Stefanie Berns, PhD, The Zucker Hillside Hospital, 75-59 263rd St., Glen Oaks, NY 11004, USA. Fax: +1 718 347 4982;
e-mail: berns@lij.edu

Abstract

Objective:  Recent studies have highlighted the prevalence, severity and persistence of the disability associated with bipolar disorder (BPD). Reliable instruments are needed to support research into the factors associated with disability and treatment response. Contextual factors (e.g., availability of supported employment programs) can affect functionality, posing a challenge to such investigations. We present preliminary findings regarding the validity of the Multidimensional Scale of Independent Functioning (MSIF) in BPD. The MSIF provides discrete ratings of support separate from both role responsibility and performance quality in work, residential and educational environments.

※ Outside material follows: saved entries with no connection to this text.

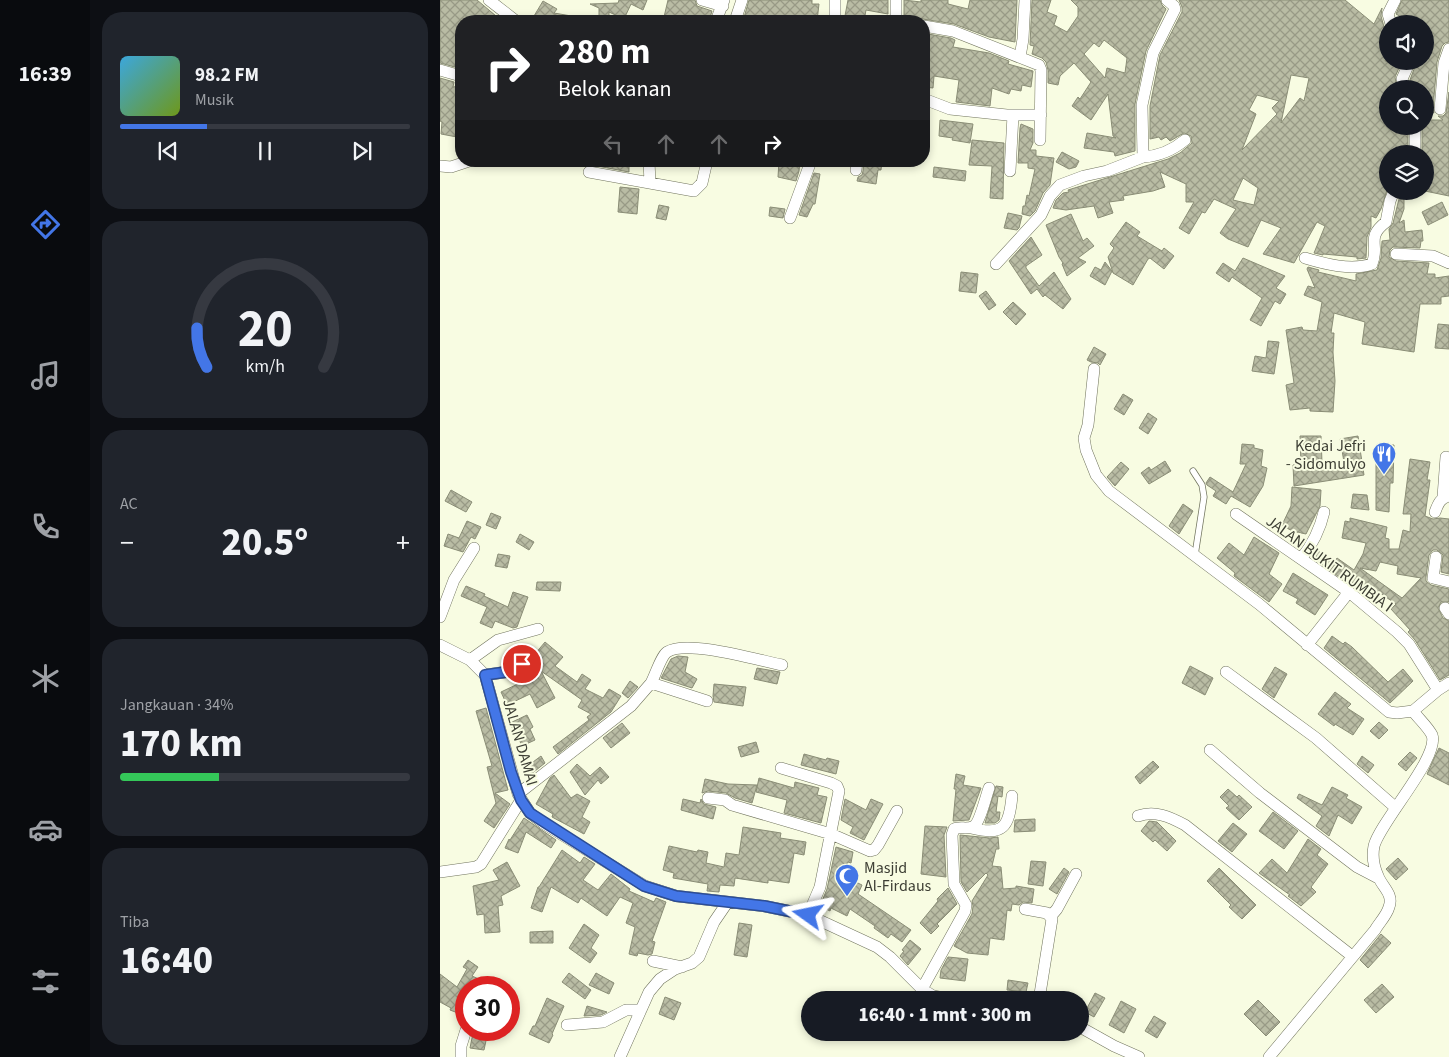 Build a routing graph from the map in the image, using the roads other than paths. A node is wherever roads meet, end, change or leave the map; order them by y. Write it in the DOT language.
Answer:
graph roads {
  1 [pos="489,0"];
  2 [pos="702,0"];
  3 [pos="742,0"];
  4 [pos="836,0"];
  5 [pos="896,0"];
  6 [pos="1025,0"];
  7 [pos="1167,0"];
  8 [pos="1395,0"];
  9 [pos="723,3"];
  10 [pos="508,15"];
  11 [pos="718,15"];
  12 [pos="737,15"];
  13 [pos="835,15"];
  14 [pos="896,15"];
  15 [pos="1388,15"];
  16 [pos="930,27"];
  17 [pos="1449,49"];
  18 [pos="1020,56"];
  19 [pos="440,70"];
  20 [pos="455,74"];
  21 [pos="930,101"];
  22 [pos="1440,109"];
  23 [pos="1013,115"];
  24 [pos="1041,115"];
  25 [pos="1040,140"];
  26 [pos="1185,140"];
  27 [pos="1143,157"];
  28 [pos="440,166"];
  29 [pos="455,166"];
  30 [pos="649,167"];
  31 [pos="706,167"];
  32 [pos="809,167"];
  33 [pos="1010,171"];
  34 [pos="589,172"];
  35 [pos="650,183"];
  36 [pos="1390,200"];
  37 [pos="790,218"];
  38 [pos="1396,254"];
  39 [pos="1305,258"];
  40 [pos="1449,263"];
  41 [pos="996,264"];
  42 [pos="1094,369"];
  43 [pos="1446,456"];
  44 [pos="1193,471"];
  45 [pos="1446,496"];
  46 [pos="1324,512"];
  47 [pos="1435,512"];
  48 [pos="1236,514"];
  49 [pos="474,548"];
  50 [pos="1195,556"];
  51 [pos="1436,557"];
  52 [pos="1301,559"];
  53 [pos="1449,582"];
  54 [pos="1349,592"];
  55 [pos="440,617"];
  56 [pos="538,629"];
  57 [pos="440,645"];
  58 [pos="1307,645"];
  59 [pos="470,660"];
  60 [pos="522,664"];
  61 [pos="782,665"];
  62 [pos="1226,672"];
  63 [pos="485,675"];
  64 [pos="651,683"];
  65 [pos="1449,683"];
  66 [pos="1438,690"];
  67 [pos="707,701"];
  68 [pos="1413,711"];
  69 [pos="1210,750"];
  70 [pos="781,768"];
  71 [pos="989,788"];
  72 [pos="1012,796"];
  73 [pos="519,797"];
  74 [pos="708,798"];
  75 [pos="1396,808"];
  76 [pos="897,811"];
  77 [pos="1138,816"];
  78 [pos="971,828"];
  79 [pos="830,834"];
  80 [pos="440,872"];
  81 [pos="1076,874"];
  82 [pos="1378,878"];
  83 [pos="727,903"];
  84 [pos="1024,909"];
  85 [pos="808,915"];
  86 [pos="1051,916"];
  87 [pos="1352,956"];
  88 [pos="654,961"];
  89 [pos="682,966"];
  90 [pos="922,989"];
  91 [pos="925,991"];
  92 [pos="1040,991"];
  93 [pos="641,1010"];
  94 [pos="567,1025"];
  95 [pos="1089,1032"];
  96 [pos="463,1041"];
  97 [pos="461,1057"];
  98 [pos="620,1057"];
  99 [pos="1138,1057"];
  100 [pos="1269,1057"];
  1 -- 10 [label="street"];
  2 -- 9 [label="street"];
  3 -- 12 [label="street"];
  4 -- 13 [label="street"];
  5 -- 14 [label="street"];
  6 -- 18 [label="street"];
  7 -- 27 [label="street"];
  8 -- 15 [label="street"];
  9 -- 11 [label="street"];
  16 -- 18 [label="street"];
  17 -- 22 [label="street"];
  18 -- 24 [label="street"];
  19 -- 20 [label="street"];
  21 -- 23 [label="street"];
  23 -- 24 [label="street"];
  23 -- 33 [label="street"];
  24 -- 25 [label="street"];
  26 -- 27 [label="street"];
  27 -- 41 [label="street"];
  28 -- 29 [label="street"];
  30 -- 35 [label="street"];
  31 -- 35 [label="street"];
  32 -- 37 [label="street"];
  34 -- 35 [label="street"];
  36 -- 39 [label="street"];
  38 -- 40 [label="street"];
  42 -- 50 [label="street"];
  43 -- 45 [label="street"];
  44 -- 50 [label="lane"];
  45 -- 47 [label="street"];
  46 -- 52 [label="street"];
  48 -- 52 [label="street, JALAN BUKIT RUMBIA I"];
  49 -- 55 [label="street"];
  50 -- 58 [label="street"];
  51 -- 53 [label="street"];
  52 -- 54 [label="street, JALAN BUKIT RUMBIA I"];
  54 -- 58 [label="street"];
  54 -- 66 [label="street, JALAN BUKIT RUMBIA I"];
  56 -- 59 [label="street"];
  57 -- 59 [label="street, JALAN DAMAI"];
  58 -- 68 [label="street"];
  59 -- 63 [label="street, JALAN DAMAI"];
  60 -- 63 [label="street"];
  61 -- 64 [label="street"];
  62 -- 75 [label="street"];
  63 -- 73 [label="street, JALAN DAMAI"];
  64 -- 67 [label="street"];
  64 -- 73 [label="street"];
  65 -- 66 [label="street"];
  66 -- 68 [label="street"];
  68 -- 75 [label="street"];
  69 -- 82 [label="street"];
  70 -- 79 [label="street"];
  71 -- 78 [label="street"];
  72 -- 78 [label="street"];
  73 -- 80 [label="street"];
  73 -- 83 [label="street, JALAN DAMAI"];
  74 -- 79 [label="street"];
  75 -- 82 [label="street"];
  76 -- 79 [label="street"];
  77 -- 87 [label="street"];
  78 -- 90 [label="street"];
  79 -- 85 [label="street"];
  81 -- 86 [label="street"];
  82 -- 87 [label="street"];
  83 -- 85 [label="street, JALAN DAMAI"];
  83 -- 89 [label="street"];
  84 -- 86 [label="street"];
  85 -- 90 [label="street, JALAN DAMAI"];
  86 -- 92 [label="street"];
  87 -- 100 [label="street"];
  88 -- 89 [label="street"];
  89 -- 93 [label="street"];
  90 -- 91 [label="street, JALAN DAMAI"];
  93 -- 94 [label="street"];
  93 -- 98 [label="street"];
  95 -- 99 [label="street"];
  96 -- 97 [label="street"];
} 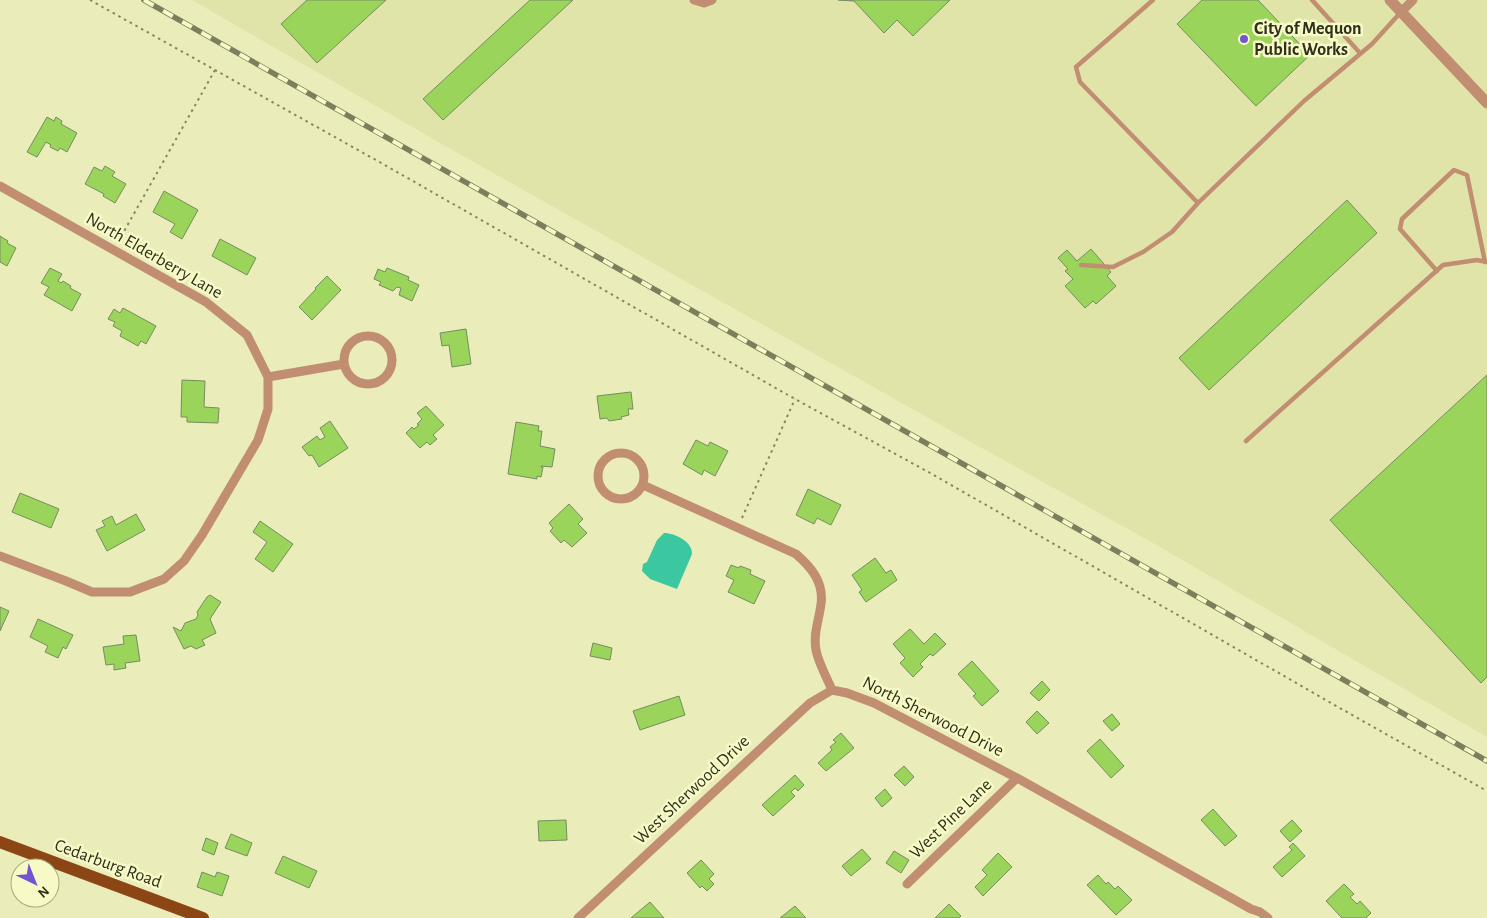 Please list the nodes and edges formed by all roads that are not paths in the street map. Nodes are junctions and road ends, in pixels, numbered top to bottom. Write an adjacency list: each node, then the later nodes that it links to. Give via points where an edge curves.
1 (694, 0): 2 (street, via 704,3)
2 (712, 0)
3 (1153, 0): 11 (lane, via 1076,67 1080,82)
4 (1312, 0): 8 (lane)
5 (1390, 0): 7 (street)
6 (1414, 0): 7 (street)
7 (1401, 12): 8 (lane); 9 (street)
8 (1360, 53): 11 (lane, via 1304,101)
9 (1487, 103)
10 (0, 186): 16 (street, North Elderberry Lane, via 206,302 247,335)
11 (1198, 203): 13 (lane, via 1172,232 1142,252 1113,266)
12 (1486, 262): 14 (lane, via 1477,260 1443,265); 14 (lane, via 1467,175 1454,170 1402,218 1400,229)
13 (1082, 265)
14 (1437, 271): 17 (lane)
15 (344, 364): 15 (street, via 352,378 367,384 375,383 388,373 391,357 379,339 364,337 346,349); 16 (street)
16 (268, 377): 19 (street, via 268,409 258,440 202,535 184,561 164,579 130,592 92,592)
17 (1246, 441)
18 (643, 485): 18 (street, via 644,469 634,456 618,453 604,460 599,467 598,482 612,498 627,499); 20 (street, via 796,554 810,566 821,593 815,631 816,651)
19 (0, 556)
20 (832, 690): 21 (street, North Sherwood Drive, via 847,692 874,703); 25 (street, West Sherwood Drive, via 810,703)
21 (1017, 778): 23 (street, West Pine Lane); 26 (street, North Sherwood Drive)
22 (0, 842): 24 (main road, Cedarburg Road)
23 (906, 884)
24 (203, 918)
25 (578, 918)
26 (1268, 918)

These distinctions allow the ‘correction’ for variability explained by contextual factors that allows the comparison of studies conducted in different environments and time.

Methods:  Participants with BPD were administered the MSIF, the Social Adjustment Scale II (SAS-II) and an interview recording objective data regarding work, school and residential activities as part of an ongoing longitudinal study of BPD disability.

Results:  Construct validity estimated using standardized Cronbach's alpha coefficient was 0.76 (n = 58). MSIF global ratings were significantly lower (reflecting higher functionality) for subjects engaged in productive activity compared with participants who were not active (t = −3.6, p = 0.001) demonstrating external validity. Inter-rater reliability estimates ranged from 0.86 to 0.99 (n = 49). Significant, high correlations were demonstrated between comparable MSIF and SAS-II global ratings (criterion validity = 0.70–0.79) and low correlations were found between non-comparable ratings (discriminant validity = −0.07 to −0.35) (n = 14).

Conclusion:  We conclude that the MSIF is a valid and reliable instrument optimally designed for studying determinants of disability and treatment response in BPD.